In device fabrication, insulating, semiconducting, and conducting layers are formed on a substrate. The layers are patterned to create features and spaces, forming devices, such as transistors, capacitors, and resistors. These devices are then interconnected to achieve a desired electrical function. The formation and patterning of the various device layers are achieved using conventional fabrication techniques, such as oxidation, implantation, deposition, epitaxial growth of silicon, lithography, and etching. Such techniques are described in S. M. Sze, VLSI Technology, 2nd ed., New York, McGraw-Hill, 1988, which is herein incorporated by reference for all purposes.
The dimensions of the features and spaces depend on the resolution capability of the lithographic systems. The minimum feature size (F) achieved by a given generation of lithographic systems is referred to as the lithographic groundrule. As device manufacturers are continually pressured to increase the density of devices per chip while decreasing chip size, the placement or layout of devices becomes more important. An effective technique of decreasing chip size without changing the design rule is to fabricate devices in a three-dimensional design layout instead of the conventional two-dimensional format. In the three-dimensional layout, devices are fabricated over other devices. As a result, vertical and horizontal integration of devices is achieved, thus utilizing chip area more efficiently than the two-dimensional layout which only integrates the devices horizontally.
Certain factors are taken into consideration in order to determine the layout of the devices. These factors include the type and quality of material on which the devices are fabricated. As an illustration, certain devices, such as an access transistor in a dynamic random access memory (DRAM) cell, are fabricated on single crystalline material with low defect density due to their performance needs. The high carrier mobility and low leakage currents associated with the single crystalline material having low defect density satisfies the performance requirements of such devices.

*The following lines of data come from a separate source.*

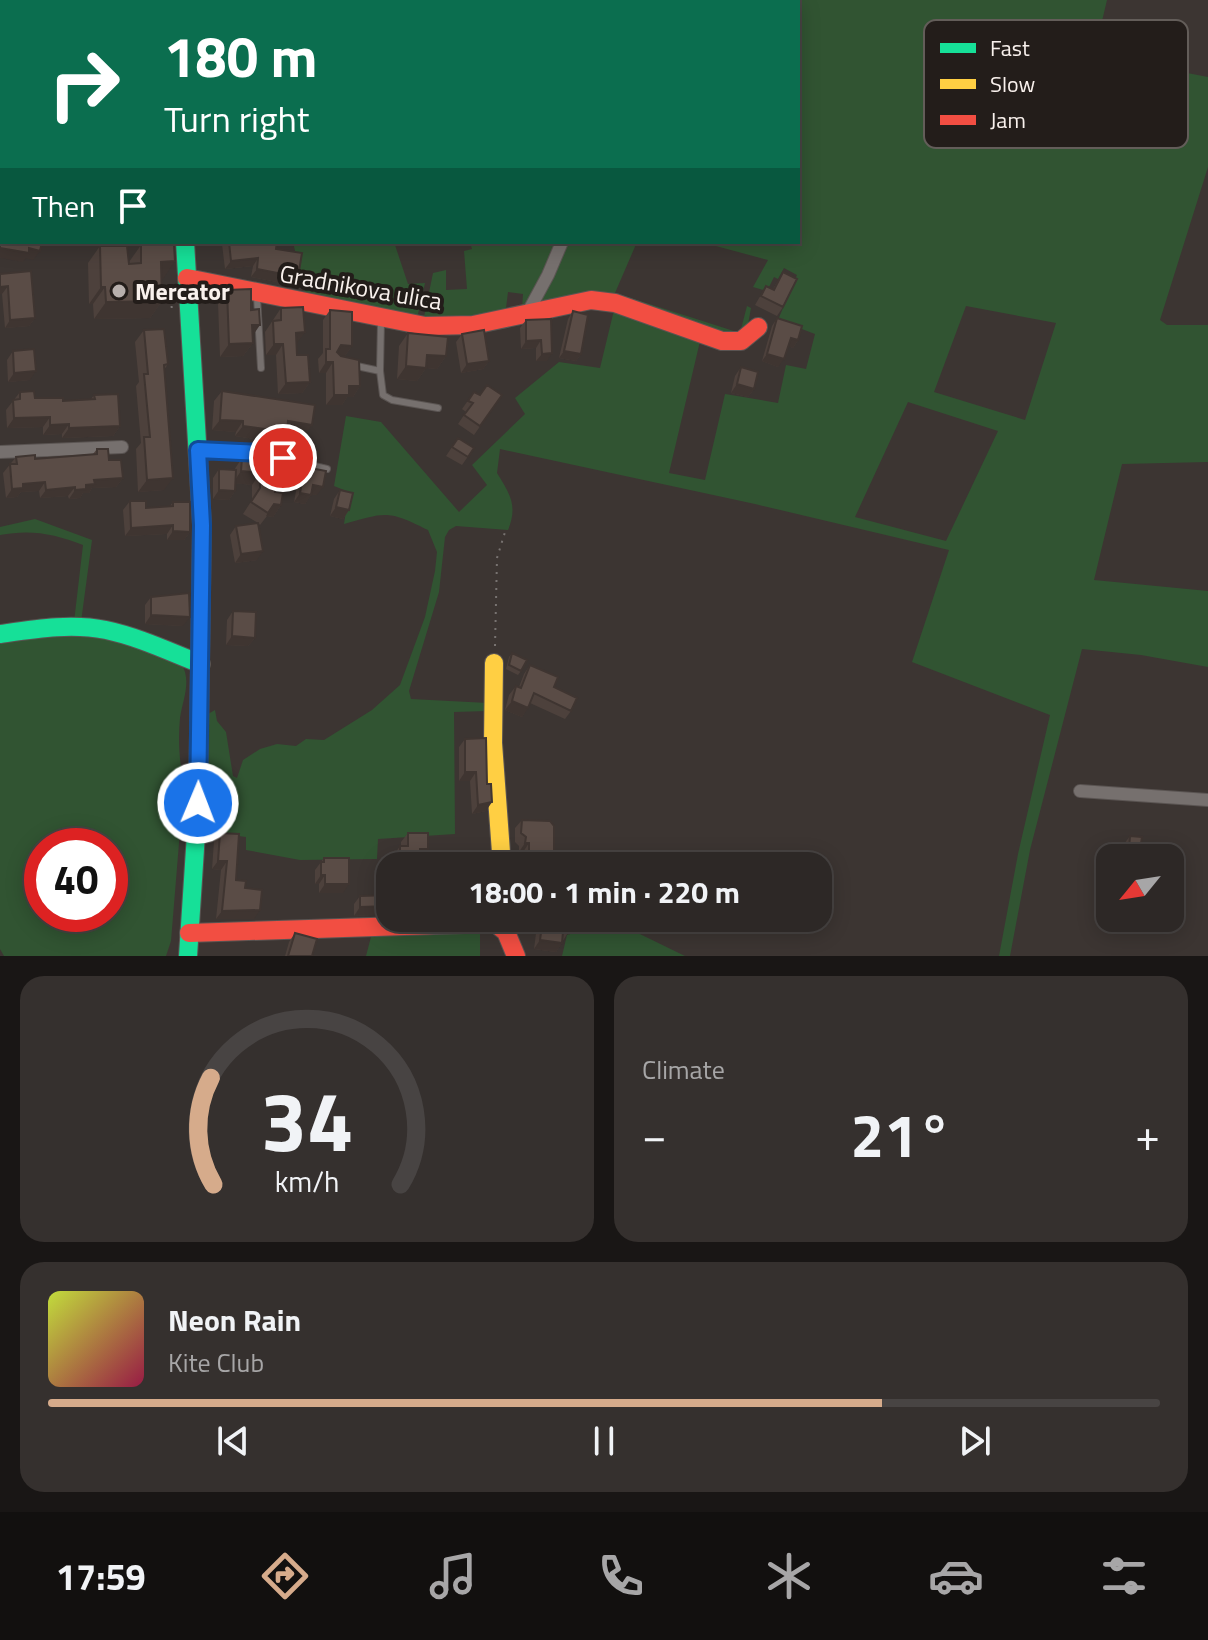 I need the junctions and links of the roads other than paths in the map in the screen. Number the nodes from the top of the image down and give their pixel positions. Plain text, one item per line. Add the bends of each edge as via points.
1 (185, 244) edge
2 (561, 244) edge
3 (187, 278) junction
4 (257, 293) junction
5 (528, 312) junction
6 (381, 318) junction
7 (758, 327) dead end
8 (350, 364) edge
9 (261, 368) dead end
10 (380, 371) junction
11 (438, 408) dead end
12 (122, 447) dead end
13 (198, 450) junction
14 (0, 452) edge
15 (327, 469) edge
16 (0, 634) edge
17 (194, 661) junction
18 (494, 663) road end
19 (1080, 791) dead end
20 (1208, 800) edge
21 (501, 852) edge
22 (376, 925) edge
23 (506, 932) edge
24 (189, 933) junction
25 (188, 956) edge
26 (516, 956) edge

1 - 3 street
2 - 5 street
3 - 4 street, Gradnikova ulica
3 - 13 street
4 - 6 street, Gradnikova ulica
4 - 9 lane
5 - 6 street, Gradnikova ulica via 444,327
5 - 7 street, Gradnikova ulica via 591,300 615,303 735,343
6 - 10 lane
8 - 10 lane
10 - 11 lane via 381,391 388,399
12 - 14 street
13 - 15 lane via 261,453
13 - 17 street via 202,525
16 - 17 street via 85,627
17 - 24 street via 198,803
18 - 21 street
19 - 20 street
22 - 24 street
23 - 26 street
24 - 25 street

However, the need to fabricate certain devices on high quality single crystalline material limits the effectiveness of three-dimensional design layouts. Some devices, such as trench capacitors, are formed with polycrystalline (poly) material. Unfortunately, the poly does not provide an adequate base for devices with high operating performance requirements. Such devices, in conventional design layouts, are located in areas next to the trench capacitors where single crystalline material exists, thus limiting the size-reducing effect of three-dimensional design layouts.
From the above discussion, it is apparent that there is a need to increase the available area of high quality silicon for improved three-dimensional integration of devices.